BLOOMINGTON — Chad Bevers is finally ready to turn his hobby of brewing beer at his Heyworth home into a business.
After a longer-than-anticipated build-out period, Lil Beaver Brewery, 16 Currency Drive, is set to open its taproom at 4 p.m. Thursday. The east Bloomington brewery was founded by Bevers and longtime friend Dale Thomas, both from Bloomington-Normal.
"I thought about it a lot longer, but actually formulating a business plan and following it, it's been about two years," said Bevers.
Bevers began making beers as a hobby after purchasing his first home brewing kit about 14 years ago. By day, Bevers is the executive director for Midwest Food Bank in Normal.
"They are all handcrafted ales brewed by us ... from lighter beers to darker beers and everything in between," said Bevers.
Cost is from $5 to $8 per glass, depending on the beer. The brewery's hours are: 4-9 p.m. Thursdays, 4-10 p.m. Fridays and 2-10 p.m. Saturdays. It will feature 10 beers on tap.

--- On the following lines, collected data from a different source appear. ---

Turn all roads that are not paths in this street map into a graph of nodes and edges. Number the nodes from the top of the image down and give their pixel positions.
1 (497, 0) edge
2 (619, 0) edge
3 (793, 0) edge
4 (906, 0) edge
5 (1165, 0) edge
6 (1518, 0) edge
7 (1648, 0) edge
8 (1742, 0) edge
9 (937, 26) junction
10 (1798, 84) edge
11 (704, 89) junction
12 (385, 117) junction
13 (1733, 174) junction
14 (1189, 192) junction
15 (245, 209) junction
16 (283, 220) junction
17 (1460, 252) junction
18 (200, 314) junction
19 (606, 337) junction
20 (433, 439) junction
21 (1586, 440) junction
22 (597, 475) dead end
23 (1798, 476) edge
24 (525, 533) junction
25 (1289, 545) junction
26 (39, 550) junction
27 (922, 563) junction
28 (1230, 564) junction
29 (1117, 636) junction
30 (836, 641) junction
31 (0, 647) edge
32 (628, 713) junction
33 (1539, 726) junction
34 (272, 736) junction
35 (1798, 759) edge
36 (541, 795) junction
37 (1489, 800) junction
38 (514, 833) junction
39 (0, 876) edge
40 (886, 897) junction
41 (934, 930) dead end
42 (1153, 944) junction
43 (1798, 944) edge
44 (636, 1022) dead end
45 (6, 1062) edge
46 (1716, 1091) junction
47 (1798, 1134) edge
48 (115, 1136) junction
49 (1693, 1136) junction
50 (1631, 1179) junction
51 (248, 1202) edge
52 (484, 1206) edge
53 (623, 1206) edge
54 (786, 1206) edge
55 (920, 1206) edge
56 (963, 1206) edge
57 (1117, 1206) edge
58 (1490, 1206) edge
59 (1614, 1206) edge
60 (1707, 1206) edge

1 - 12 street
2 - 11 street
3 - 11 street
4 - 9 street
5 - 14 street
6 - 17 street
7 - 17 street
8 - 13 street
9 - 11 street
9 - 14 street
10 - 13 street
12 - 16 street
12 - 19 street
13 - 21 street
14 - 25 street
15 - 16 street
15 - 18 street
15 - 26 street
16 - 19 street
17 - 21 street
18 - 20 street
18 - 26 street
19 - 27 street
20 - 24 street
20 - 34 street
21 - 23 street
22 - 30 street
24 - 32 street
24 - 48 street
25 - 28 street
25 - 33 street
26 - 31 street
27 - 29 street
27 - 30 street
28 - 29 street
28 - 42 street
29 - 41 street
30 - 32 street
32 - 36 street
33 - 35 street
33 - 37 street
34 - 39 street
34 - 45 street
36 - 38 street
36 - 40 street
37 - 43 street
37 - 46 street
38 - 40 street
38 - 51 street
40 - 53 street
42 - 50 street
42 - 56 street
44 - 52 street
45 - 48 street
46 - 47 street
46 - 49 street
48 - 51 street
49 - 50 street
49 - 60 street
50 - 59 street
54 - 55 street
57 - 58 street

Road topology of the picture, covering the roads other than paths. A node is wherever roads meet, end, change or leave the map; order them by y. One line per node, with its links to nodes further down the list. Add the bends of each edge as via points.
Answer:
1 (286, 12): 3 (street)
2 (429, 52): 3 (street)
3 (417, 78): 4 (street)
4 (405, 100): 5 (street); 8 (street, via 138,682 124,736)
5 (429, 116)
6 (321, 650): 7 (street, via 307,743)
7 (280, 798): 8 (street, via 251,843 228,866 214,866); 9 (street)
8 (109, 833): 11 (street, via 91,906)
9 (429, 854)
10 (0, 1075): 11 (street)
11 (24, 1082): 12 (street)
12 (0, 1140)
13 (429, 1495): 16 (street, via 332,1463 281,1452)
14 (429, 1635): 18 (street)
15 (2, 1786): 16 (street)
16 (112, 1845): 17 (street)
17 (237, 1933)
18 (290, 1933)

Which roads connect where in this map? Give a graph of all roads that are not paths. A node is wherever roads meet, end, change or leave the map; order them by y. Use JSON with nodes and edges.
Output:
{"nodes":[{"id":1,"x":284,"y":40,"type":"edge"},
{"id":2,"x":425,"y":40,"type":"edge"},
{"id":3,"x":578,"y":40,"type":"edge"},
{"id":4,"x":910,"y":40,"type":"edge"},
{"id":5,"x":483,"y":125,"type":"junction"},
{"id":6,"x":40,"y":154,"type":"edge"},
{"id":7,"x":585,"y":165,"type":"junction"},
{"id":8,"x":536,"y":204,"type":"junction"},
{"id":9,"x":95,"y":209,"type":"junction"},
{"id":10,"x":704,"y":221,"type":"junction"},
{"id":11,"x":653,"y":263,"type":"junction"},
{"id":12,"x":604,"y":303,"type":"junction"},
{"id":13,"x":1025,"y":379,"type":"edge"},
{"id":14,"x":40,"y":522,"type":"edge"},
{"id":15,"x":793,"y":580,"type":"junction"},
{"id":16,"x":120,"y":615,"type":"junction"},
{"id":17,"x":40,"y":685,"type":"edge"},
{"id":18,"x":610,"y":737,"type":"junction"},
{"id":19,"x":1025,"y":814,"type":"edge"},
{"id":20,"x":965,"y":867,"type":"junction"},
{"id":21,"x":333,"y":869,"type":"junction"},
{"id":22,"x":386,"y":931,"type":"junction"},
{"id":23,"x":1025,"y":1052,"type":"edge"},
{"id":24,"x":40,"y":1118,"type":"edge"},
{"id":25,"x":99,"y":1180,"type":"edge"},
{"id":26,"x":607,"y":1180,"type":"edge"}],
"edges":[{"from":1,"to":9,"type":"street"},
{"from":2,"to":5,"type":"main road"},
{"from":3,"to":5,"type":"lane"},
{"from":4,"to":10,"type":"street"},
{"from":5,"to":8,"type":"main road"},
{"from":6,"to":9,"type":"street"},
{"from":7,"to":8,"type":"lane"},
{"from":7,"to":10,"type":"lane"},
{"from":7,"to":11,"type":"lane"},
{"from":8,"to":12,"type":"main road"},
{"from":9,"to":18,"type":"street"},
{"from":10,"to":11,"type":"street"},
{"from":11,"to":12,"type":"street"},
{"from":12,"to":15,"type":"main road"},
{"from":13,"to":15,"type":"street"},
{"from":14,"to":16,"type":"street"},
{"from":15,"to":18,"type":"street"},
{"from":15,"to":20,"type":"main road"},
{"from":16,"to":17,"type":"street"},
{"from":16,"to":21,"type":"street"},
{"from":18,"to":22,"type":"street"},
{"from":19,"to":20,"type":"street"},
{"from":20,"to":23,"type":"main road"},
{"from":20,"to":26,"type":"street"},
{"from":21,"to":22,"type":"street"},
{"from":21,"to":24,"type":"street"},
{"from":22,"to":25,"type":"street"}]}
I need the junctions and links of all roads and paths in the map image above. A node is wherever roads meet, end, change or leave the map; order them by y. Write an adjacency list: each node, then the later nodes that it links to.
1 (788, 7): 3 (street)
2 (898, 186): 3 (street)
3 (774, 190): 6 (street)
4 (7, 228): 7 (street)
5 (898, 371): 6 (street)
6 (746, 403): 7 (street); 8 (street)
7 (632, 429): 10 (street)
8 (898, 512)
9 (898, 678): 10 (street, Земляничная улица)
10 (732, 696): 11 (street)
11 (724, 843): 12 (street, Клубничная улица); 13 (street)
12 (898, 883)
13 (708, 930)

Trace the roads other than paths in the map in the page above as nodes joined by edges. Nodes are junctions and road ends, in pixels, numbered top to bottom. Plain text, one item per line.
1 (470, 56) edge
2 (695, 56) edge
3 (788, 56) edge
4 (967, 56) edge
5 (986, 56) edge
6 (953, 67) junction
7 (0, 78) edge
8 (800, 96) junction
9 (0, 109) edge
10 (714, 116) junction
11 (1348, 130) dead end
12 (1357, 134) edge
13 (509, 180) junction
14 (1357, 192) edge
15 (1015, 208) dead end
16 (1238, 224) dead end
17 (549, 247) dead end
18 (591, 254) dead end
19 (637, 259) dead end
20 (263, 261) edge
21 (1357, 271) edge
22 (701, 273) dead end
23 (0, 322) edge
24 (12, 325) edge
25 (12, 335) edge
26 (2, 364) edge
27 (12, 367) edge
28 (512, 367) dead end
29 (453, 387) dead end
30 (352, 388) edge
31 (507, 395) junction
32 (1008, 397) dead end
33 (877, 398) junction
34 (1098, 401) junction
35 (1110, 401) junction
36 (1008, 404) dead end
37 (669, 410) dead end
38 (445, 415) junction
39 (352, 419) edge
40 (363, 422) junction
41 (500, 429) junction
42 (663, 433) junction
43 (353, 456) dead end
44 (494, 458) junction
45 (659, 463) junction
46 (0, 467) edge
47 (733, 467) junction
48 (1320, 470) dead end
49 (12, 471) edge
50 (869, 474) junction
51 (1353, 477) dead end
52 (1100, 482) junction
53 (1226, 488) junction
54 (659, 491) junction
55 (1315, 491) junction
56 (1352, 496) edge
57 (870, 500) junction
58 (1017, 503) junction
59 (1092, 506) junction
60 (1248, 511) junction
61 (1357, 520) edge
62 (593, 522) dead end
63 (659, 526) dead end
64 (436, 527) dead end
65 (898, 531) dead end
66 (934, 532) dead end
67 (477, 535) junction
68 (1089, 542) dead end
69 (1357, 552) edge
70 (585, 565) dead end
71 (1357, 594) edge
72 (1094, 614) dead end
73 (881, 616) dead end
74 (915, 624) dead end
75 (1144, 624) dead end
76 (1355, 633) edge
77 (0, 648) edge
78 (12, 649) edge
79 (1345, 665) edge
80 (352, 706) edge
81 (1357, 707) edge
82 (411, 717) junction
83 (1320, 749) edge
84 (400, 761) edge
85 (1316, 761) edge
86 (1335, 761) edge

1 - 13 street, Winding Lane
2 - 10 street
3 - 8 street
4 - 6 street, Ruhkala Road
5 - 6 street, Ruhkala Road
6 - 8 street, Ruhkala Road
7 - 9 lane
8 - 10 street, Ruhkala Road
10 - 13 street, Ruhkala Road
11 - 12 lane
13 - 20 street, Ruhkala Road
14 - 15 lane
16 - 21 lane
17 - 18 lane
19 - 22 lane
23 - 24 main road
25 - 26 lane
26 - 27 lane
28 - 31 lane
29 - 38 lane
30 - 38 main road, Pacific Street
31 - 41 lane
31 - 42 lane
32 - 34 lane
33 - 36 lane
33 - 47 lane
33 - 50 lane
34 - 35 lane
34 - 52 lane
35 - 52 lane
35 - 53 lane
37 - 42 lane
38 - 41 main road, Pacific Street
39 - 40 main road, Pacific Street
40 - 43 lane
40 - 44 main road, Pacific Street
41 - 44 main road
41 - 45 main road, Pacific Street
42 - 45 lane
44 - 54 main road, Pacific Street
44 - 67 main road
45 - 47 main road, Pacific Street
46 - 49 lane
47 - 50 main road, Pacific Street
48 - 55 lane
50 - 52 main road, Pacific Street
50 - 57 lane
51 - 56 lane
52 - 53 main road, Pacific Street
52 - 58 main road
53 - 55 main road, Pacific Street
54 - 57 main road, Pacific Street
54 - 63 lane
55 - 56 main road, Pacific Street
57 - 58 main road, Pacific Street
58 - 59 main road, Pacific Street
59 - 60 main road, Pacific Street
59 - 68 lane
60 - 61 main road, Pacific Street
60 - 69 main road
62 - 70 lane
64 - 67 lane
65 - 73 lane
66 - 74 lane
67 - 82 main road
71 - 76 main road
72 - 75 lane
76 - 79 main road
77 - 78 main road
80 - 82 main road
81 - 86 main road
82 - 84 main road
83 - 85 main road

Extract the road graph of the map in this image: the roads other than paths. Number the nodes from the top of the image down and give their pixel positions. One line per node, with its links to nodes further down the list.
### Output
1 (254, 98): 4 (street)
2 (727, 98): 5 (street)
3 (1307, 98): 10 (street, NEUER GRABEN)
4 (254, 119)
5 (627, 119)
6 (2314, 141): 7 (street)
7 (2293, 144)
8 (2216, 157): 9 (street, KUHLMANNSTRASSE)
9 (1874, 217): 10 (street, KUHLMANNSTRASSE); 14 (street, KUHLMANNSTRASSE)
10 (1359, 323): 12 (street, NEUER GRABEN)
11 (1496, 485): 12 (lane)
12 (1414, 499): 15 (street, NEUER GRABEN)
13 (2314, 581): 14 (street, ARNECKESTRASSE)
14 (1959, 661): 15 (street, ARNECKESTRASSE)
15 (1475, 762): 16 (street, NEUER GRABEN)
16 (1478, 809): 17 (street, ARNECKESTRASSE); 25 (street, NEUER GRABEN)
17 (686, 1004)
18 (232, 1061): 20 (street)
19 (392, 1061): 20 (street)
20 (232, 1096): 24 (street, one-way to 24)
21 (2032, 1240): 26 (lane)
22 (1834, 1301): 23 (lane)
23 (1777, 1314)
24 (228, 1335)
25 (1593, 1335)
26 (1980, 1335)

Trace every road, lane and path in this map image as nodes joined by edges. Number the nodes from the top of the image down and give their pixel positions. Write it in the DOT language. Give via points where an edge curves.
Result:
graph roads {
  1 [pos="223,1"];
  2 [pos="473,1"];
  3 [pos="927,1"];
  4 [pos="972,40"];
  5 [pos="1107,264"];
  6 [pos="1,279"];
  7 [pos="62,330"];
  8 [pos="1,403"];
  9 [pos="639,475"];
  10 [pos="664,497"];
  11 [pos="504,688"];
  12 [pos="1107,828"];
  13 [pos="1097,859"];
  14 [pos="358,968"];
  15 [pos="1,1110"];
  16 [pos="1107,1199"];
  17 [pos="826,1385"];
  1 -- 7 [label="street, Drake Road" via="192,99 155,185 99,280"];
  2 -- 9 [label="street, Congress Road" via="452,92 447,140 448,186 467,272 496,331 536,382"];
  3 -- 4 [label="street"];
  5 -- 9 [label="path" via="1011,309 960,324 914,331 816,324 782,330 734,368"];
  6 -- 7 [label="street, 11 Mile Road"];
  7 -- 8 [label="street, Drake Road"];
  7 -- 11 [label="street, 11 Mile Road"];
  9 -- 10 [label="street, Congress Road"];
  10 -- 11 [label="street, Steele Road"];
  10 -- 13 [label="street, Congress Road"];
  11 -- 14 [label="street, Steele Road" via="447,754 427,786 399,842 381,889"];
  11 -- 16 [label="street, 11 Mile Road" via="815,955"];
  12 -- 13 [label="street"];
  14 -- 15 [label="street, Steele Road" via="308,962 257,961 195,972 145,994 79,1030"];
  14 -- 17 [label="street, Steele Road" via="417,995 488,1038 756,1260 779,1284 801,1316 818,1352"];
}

"We will be rotating beers constantly," said Bevers. "My goal is if you come once a week there will be at least two different beers everytime you come."
Bevers said a lot of the beers he likes to brew are more extreme-flavored beers.
"One of our most favorite combinations is a chocolate coconut beer ... we have a 5 percent alcohol version called 'Little bit of wonderful' and a 13 percent alcohol version called 'Whole lotta wonderful.'"
Almost all of the beer names were made up by the business partners' young children.
"They say lots of silly stuff, and we've just been writing it down," said Bevers.
He and Thomas built the taproom themselves, with Thomas building the bar and Bever's brother-in-lawmaking the tables.
"It's a smaller space. We have 23 seats and occupancy of 45 individuals," said Bevers. "We were going for a rustic look so we used recycled pallet boards and things like that, that we sanded and stained."
When Bevers and Thomas asked the city for a code change in 2016 to allow small startup enterprises like theirs to operate outside of larger manufacturing districts, the City Council approved a change to allow small-scale production of everything from craft beers to artisan candles without forcing businesses to be in a manufacturing district.